- [Your goal]: Your answer must match the entries below word for word.

(Items from a dataset)
<<<<
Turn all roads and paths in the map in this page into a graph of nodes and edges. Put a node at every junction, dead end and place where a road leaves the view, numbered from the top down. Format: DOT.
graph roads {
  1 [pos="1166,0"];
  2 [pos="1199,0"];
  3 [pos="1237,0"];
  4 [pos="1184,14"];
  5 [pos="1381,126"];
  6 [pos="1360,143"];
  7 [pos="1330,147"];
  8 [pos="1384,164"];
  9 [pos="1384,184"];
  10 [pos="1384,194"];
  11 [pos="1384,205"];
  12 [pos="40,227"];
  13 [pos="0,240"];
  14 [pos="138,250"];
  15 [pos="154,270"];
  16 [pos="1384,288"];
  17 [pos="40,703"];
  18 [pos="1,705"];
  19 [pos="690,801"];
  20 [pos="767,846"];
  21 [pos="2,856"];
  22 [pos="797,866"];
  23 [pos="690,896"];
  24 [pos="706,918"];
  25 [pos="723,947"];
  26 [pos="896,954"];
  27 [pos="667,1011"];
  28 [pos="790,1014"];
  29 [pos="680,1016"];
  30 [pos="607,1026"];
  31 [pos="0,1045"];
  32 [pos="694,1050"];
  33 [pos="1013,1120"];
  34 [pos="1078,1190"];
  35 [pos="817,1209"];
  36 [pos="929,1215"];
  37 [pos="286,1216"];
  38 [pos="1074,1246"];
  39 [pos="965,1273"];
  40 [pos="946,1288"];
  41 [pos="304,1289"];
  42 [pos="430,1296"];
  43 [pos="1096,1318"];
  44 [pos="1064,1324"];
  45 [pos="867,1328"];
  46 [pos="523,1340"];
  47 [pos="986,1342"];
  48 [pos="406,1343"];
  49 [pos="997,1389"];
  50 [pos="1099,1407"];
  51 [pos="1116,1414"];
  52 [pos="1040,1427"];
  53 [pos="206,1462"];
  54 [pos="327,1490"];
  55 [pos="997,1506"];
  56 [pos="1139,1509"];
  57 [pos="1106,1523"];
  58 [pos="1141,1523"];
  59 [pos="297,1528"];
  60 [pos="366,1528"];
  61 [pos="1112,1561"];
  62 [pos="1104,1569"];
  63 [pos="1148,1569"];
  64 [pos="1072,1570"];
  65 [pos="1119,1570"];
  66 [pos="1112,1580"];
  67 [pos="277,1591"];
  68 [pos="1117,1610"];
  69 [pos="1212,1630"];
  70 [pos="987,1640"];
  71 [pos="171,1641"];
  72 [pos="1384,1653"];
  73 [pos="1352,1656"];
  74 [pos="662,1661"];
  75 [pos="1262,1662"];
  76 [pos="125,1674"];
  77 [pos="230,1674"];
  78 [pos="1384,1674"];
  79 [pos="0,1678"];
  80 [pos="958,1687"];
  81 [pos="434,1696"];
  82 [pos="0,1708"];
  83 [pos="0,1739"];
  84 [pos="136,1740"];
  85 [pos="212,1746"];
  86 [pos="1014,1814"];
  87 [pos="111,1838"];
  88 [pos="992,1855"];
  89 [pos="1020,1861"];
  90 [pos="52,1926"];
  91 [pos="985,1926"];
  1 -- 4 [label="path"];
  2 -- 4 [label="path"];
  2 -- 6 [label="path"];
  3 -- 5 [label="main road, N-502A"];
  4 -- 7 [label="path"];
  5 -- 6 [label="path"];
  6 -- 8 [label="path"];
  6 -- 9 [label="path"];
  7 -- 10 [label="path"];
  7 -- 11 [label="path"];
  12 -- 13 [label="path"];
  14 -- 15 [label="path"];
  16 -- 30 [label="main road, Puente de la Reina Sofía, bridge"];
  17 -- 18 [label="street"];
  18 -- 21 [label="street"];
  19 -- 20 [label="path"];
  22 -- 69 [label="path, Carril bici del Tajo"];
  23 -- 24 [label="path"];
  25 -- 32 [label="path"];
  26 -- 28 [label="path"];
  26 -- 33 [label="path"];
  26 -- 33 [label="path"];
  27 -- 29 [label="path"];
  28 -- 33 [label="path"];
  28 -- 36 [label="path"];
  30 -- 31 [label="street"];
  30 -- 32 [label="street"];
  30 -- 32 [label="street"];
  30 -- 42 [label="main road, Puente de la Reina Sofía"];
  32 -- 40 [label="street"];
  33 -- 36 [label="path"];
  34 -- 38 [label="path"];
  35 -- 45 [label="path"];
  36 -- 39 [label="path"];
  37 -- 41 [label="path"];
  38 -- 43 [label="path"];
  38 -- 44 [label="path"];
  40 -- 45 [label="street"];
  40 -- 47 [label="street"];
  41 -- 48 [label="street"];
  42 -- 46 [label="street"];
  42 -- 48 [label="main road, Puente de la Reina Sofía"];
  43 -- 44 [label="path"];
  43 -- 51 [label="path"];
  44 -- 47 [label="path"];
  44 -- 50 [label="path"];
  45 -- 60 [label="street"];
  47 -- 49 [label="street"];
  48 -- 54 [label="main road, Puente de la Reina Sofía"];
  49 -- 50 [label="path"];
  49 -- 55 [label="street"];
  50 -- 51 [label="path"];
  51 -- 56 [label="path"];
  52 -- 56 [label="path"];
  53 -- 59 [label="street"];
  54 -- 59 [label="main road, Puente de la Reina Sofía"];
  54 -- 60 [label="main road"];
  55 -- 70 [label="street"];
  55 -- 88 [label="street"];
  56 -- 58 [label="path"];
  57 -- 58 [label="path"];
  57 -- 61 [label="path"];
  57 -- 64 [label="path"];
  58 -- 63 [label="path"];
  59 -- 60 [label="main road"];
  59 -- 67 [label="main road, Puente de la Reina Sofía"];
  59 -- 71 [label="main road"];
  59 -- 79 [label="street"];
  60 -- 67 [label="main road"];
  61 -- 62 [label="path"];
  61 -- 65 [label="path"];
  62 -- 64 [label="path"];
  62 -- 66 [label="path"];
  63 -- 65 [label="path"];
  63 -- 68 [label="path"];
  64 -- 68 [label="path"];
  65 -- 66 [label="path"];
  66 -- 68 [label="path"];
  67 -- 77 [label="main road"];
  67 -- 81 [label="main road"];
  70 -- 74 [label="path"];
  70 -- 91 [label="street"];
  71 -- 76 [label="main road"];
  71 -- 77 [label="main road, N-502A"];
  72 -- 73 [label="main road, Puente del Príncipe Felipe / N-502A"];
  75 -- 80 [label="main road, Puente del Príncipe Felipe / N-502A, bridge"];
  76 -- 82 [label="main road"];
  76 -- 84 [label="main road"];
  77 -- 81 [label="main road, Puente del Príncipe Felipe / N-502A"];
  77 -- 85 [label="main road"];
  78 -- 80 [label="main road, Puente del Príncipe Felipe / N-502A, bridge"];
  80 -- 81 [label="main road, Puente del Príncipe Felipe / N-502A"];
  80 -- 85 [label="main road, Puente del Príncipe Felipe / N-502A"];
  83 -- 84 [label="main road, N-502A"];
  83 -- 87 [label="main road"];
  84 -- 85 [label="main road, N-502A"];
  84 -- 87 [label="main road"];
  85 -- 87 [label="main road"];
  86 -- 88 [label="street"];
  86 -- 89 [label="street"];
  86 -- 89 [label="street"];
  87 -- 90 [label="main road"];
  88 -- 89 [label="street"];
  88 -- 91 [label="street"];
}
>>>>
- [Task result]:
Turn all roads and paths in the map in this page into a graph of nodes and edges. Put a node at every junction, dead end and place where a road leaves the view, numbered from the top down. Format: DOT.
graph roads {
  1 [pos="1166,0"];
  2 [pos="1199,0"];
  3 [pos="1237,0"];
  4 [pos="1184,14"];
  5 [pos="1381,126"];
  6 [pos="1360,143"];
  7 [pos="1330,147"];
  8 [pos="1384,164"];
  9 [pos="1384,184"];
  10 [pos="1384,194"];
  11 [pos="1384,205"];
  12 [pos="40,227"];
  13 [pos="0,240"];
  14 [pos="138,250"];
  15 [pos="154,270"];
  16 [pos="1384,288"];
  17 [pos="40,703"];
  18 [pos="1,705"];
  19 [pos="690,801"];
  20 [pos="767,846"];
  21 [pos="2,856"];
  22 [pos="797,866"];
  23 [pos="690,896"];
  24 [pos="706,918"];
  25 [pos="723,947"];
  26 [pos="896,954"];
  27 [pos="667,1011"];
  28 [pos="790,1014"];
  29 [pos="680,1016"];
  30 [pos="607,1026"];
  31 [pos="0,1045"];
  32 [pos="694,1050"];
  33 [pos="1013,1120"];
  34 [pos="1078,1190"];
  35 [pos="817,1209"];
  36 [pos="929,1215"];
  37 [pos="286,1216"];
  38 [pos="1074,1246"];
  39 [pos="965,1273"];
  40 [pos="946,1288"];
  41 [pos="304,1289"];
  42 [pos="430,1296"];
  43 [pos="1096,1318"];
  44 [pos="1064,1324"];
  45 [pos="867,1328"];
  46 [pos="523,1340"];
  47 [pos="986,1342"];
  48 [pos="406,1343"];
  49 [pos="997,1389"];
  50 [pos="1099,1407"];
  51 [pos="1116,1414"];
  52 [pos="1040,1427"];
  53 [pos="206,1462"];
  54 [pos="327,1490"];
  55 [pos="997,1506"];
  56 [pos="1139,1509"];
  57 [pos="1106,1523"];
  58 [pos="1141,1523"];
  59 [pos="297,1528"];
  60 [pos="366,1528"];
  61 [pos="1112,1561"];
  62 [pos="1104,1569"];
  63 [pos="1148,1569"];
  64 [pos="1072,1570"];
  65 [pos="1119,1570"];
  66 [pos="1112,1580"];
  67 [pos="277,1591"];
  68 [pos="1117,1610"];
  69 [pos="1212,1630"];
  70 [pos="987,1640"];
  71 [pos="171,1641"];
  72 [pos="1384,1653"];
  73 [pos="1352,1656"];
  74 [pos="662,1661"];
  75 [pos="1262,1662"];
  76 [pos="125,1674"];
  77 [pos="230,1674"];
  78 [pos="1384,1674"];
  79 [pos="0,1678"];
  80 [pos="958,1687"];
  81 [pos="434,1696"];
  82 [pos="0,1708"];
  83 [pos="0,1739"];
  84 [pos="136,1740"];
  85 [pos="212,1746"];
  86 [pos="1014,1814"];
  87 [pos="111,1838"];
  88 [pos="992,1855"];
  89 [pos="1020,1861"];
  90 [pos="52,1926"];
  91 [pos="985,1926"];
  1 -- 4 [label="path"];
  2 -- 4 [label="path"];
  2 -- 6 [label="path"];
  3 -- 5 [label="main road, N-502A"];
  4 -- 7 [label="path"];
  5 -- 6 [label="path"];
  6 -- 8 [label="path"];
  6 -- 9 [label="path"];
  7 -- 10 [label="path"];
  7 -- 11 [label="path"];
  12 -- 13 [label="path"];
  14 -- 15 [label="path"];
  16 -- 30 [label="main road, Puente de la Reina Sofía, bridge"];
  17 -- 18 [label="street"];
  18 -- 21 [label="street"];
  19 -- 20 [label="path"];
  22 -- 69 [label="path, Carril bici del Tajo"];
  23 -- 24 [label="path"];
  25 -- 32 [label="path"];
  26 -- 28 [label="path"];
  26 -- 33 [label="path"];
  26 -- 33 [label="path"];
  27 -- 29 [label="path"];
  28 -- 33 [label="path"];
  28 -- 36 [label="path"];
  30 -- 31 [label="street"];
  30 -- 32 [label="street"];
  30 -- 32 [label="street"];
  30 -- 42 [label="main road, Puente de la Reina Sofía"];
  32 -- 40 [label="street"];
  33 -- 36 [label="path"];
  34 -- 38 [label="path"];
  35 -- 45 [label="path"];
  36 -- 39 [label="path"];
  37 -- 41 [label="path"];
  38 -- 43 [label="path"];
  38 -- 44 [label="path"];
  40 -- 45 [label="street"];
  40 -- 47 [label="street"];
  41 -- 48 [label="street"];
  42 -- 46 [label="street"];
  42 -- 48 [label="main road, Puente de la Reina Sofía"];
  43 -- 44 [label="path"];
  43 -- 51 [label="path"];
  44 -- 47 [label="path"];
  44 -- 50 [label="path"];
  45 -- 60 [label="street"];
  47 -- 49 [label="street"];
  48 -- 54 [label="main road, Puente de la Reina Sofía"];
  49 -- 50 [label="path"];
  49 -- 55 [label="street"];
  50 -- 51 [label="path"];
  51 -- 56 [label="path"];
  52 -- 56 [label="path"];
  53 -- 59 [label="street"];
  54 -- 59 [label="main road, Puente de la Reina Sofía"];
  54 -- 60 [label="main road"];
  55 -- 70 [label="street"];
  55 -- 88 [label="street"];
  56 -- 58 [label="path"];
  57 -- 58 [label="path"];
  57 -- 61 [label="path"];
  57 -- 64 [label="path"];
  58 -- 63 [label="path"];
  59 -- 60 [label="main road"];
  59 -- 67 [label="main road, Puente de la Reina Sofía"];
  59 -- 71 [label="main road"];
  59 -- 79 [label="street"];
  60 -- 67 [label="main road"];
  61 -- 62 [label="path"];
  61 -- 65 [label="path"];
  62 -- 64 [label="path"];
  62 -- 66 [label="path"];
  63 -- 65 [label="path"];
  63 -- 68 [label="path"];
  64 -- 68 [label="path"];
  65 -- 66 [label="path"];
  66 -- 68 [label="path"];
  67 -- 77 [label="main road"];
  67 -- 81 [label="main road"];
  70 -- 74 [label="path"];
  70 -- 91 [label="street"];
  71 -- 76 [label="main road"];
  71 -- 77 [label="main road, N-502A"];
  72 -- 73 [label="main road, Puente del Príncipe Felipe / N-502A"];
  75 -- 80 [label="main road, Puente del Príncipe Felipe / N-502A, bridge"];
  76 -- 82 [label="main road"];
  76 -- 84 [label="main road"];
  77 -- 81 [label="main road, Puente del Príncipe Felipe / N-502A"];
  77 -- 85 [label="main road"];
  78 -- 80 [label="main road, Puente del Príncipe Felipe / N-502A, bridge"];
  80 -- 81 [label="main road, Puente del Príncipe Felipe / N-502A"];
  80 -- 85 [label="main road, Puente del Príncipe Felipe / N-502A"];
  83 -- 84 [label="main road, N-502A"];
  83 -- 87 [label="main road"];
  84 -- 85 [label="main road, N-502A"];
  84 -- 87 [label="main road"];
  85 -- 87 [label="main road"];
  86 -- 88 [label="street"];
  86 -- 89 [label="street"];
  86 -- 89 [label="street"];
  87 -- 90 [label="main road"];
  88 -- 89 [label="street"];
  88 -- 91 [label="street"];
}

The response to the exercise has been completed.